Do modern Americans confuse the idea, or ideal, of “rights” with “Privileges”?
The term “Right” often is used pejoratively. Is “Right” a pejorative?
Or is “Right” something to aspire to?
For now, I ask you to consider the 1828 definition of Right as explained by Webster’s Dictionary of 1828, online:
RIGHT, adjective rite. [Latin rectus, from the root of rego, properly to strain or stretch, whence straight.]
Properly; strained; stretched to straightness; hence,
1. Straight. A right line in geometry is the shortest line that can be drawn or imagined between two points. A right line may be horizontal, perpendicular, or inclined to the plane of the horizon.

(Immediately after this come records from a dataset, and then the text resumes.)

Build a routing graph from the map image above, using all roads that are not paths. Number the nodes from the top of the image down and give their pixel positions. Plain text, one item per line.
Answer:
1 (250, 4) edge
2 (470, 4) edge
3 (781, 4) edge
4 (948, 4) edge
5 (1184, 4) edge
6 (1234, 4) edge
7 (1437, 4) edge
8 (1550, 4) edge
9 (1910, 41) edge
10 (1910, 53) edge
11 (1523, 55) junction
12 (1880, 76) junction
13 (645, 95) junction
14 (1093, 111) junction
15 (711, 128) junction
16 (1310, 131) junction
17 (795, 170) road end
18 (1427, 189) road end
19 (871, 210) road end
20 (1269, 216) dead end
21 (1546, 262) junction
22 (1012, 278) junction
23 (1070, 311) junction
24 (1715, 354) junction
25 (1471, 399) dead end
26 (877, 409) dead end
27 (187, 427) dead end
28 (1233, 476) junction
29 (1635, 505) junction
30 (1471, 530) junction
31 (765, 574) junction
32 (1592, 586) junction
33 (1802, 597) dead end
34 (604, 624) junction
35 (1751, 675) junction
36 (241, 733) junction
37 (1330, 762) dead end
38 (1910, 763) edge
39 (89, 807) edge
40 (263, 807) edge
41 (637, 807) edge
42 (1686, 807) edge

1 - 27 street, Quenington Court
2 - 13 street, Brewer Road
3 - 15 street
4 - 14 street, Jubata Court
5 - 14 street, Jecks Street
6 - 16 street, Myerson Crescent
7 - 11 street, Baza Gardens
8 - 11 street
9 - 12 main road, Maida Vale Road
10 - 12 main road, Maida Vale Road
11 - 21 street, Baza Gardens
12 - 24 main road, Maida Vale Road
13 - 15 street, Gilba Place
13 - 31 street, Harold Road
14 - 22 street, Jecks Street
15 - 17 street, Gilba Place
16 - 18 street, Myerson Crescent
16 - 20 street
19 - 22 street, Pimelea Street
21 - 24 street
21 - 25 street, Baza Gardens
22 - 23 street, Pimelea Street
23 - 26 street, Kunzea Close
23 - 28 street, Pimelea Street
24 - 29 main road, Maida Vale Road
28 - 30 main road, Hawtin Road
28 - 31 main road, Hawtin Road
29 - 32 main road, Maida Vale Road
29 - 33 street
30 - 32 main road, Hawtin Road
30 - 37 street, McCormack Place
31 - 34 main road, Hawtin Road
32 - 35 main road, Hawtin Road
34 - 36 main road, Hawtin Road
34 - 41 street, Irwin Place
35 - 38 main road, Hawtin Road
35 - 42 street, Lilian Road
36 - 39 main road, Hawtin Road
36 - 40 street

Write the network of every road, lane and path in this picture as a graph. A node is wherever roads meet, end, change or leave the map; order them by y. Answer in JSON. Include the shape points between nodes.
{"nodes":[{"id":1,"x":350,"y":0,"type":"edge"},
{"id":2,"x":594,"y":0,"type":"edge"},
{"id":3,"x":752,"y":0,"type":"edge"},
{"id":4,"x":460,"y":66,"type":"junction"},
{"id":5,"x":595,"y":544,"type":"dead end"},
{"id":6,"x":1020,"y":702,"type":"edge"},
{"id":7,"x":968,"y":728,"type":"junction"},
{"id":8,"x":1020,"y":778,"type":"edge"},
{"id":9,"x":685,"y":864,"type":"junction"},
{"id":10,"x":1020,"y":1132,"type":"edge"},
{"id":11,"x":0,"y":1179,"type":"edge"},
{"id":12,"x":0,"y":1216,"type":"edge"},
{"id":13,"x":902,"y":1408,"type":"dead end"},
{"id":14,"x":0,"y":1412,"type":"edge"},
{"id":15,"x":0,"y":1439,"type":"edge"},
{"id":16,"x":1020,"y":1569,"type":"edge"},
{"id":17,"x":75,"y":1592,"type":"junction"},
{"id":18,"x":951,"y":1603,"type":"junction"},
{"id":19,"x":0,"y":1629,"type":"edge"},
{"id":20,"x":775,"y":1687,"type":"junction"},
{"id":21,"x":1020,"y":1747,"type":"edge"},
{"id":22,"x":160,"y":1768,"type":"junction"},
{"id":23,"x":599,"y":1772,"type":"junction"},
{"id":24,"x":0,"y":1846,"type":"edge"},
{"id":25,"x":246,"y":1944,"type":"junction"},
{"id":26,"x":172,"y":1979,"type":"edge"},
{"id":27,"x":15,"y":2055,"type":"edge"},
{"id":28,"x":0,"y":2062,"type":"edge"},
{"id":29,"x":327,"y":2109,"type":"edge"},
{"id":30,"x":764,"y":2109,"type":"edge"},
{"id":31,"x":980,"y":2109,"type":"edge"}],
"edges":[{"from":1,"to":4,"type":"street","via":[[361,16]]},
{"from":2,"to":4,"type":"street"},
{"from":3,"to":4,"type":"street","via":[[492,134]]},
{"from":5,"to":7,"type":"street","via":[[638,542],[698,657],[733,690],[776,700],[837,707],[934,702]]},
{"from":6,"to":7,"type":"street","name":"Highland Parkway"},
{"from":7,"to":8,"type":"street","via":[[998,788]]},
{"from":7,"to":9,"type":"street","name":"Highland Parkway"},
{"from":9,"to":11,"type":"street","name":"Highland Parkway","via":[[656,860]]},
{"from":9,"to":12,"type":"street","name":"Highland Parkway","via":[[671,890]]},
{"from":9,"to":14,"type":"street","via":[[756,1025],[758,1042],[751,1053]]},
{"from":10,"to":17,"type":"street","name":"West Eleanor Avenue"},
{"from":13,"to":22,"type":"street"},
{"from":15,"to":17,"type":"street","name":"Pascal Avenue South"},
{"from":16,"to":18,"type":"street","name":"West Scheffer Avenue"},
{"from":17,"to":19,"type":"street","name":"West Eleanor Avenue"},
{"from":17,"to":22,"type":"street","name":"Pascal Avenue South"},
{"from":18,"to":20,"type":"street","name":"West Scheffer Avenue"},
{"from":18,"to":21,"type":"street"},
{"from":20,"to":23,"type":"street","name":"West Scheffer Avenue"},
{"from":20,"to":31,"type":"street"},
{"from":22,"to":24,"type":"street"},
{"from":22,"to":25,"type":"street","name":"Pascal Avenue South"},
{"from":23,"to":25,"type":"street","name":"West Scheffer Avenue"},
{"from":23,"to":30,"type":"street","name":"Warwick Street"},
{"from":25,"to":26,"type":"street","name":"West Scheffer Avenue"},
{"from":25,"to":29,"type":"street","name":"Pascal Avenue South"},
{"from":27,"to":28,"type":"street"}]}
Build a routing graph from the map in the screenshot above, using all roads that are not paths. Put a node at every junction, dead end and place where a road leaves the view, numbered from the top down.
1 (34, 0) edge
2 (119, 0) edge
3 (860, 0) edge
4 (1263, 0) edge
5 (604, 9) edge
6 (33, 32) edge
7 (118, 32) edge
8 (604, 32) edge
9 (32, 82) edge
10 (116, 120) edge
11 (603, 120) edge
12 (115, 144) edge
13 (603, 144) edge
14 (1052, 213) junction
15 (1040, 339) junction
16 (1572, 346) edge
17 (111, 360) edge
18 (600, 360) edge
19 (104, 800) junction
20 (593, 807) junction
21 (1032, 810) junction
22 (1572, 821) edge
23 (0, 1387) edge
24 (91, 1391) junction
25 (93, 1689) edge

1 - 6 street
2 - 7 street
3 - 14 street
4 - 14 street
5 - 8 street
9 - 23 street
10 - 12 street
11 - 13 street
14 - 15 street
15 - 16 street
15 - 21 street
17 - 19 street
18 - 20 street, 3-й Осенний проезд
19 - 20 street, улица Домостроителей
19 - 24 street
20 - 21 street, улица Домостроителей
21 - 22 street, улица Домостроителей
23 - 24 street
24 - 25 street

2. In morals and religion, just; equitable; accordant to the standard of truth and justice or the will of God. That alone is right in the sight of God, which is consonant to his will or law; this being the only perfect standard of truth and justice. In social and political affairs, that is right which is consonant to the laws and customs of a country, provided these laws and customs are not repugnant to the laws of God. A man’s intentions may be right though his actions may be wrong in consequence of a defect in judgment.
3. Fit; suitable; proper; becoming. In things indifferent, or which are regulated by no positive law, that is right which is best suited to the character, occasion or purpose, or which is fitted to produce some good effect. It is right for a rich man to dress himself and his family in expensive clothing, which it would not be right for a poor man to purchase. It is right for every man to choose his own time for eating or exercise.
RIGHT is a relative term; what may be right for one end, may be wrong for another.
4. Lawful; as the right heir of an estate.
5. True; not erroneous or wrong; according to fact.
If there be no prospect beyond the grave, the inference is certainly right ‘let us eat and drink, for tomorrow we die.’
6. Correct; passing a true judgment; not mistaken or wrong.
You are right justice, and you weigh this well.
7. Not left; most convenient or dextrous; as the right hand, which is generally most strong or most convenient in use.
8. Most favorable or convenient.
The lady has been disappointed on the right side.
9. Properly placed, disposed or adjusted; orderly; well regulated.
10. Well performed, as an art or act.
11. Most direct; as the right way from London to Oxford.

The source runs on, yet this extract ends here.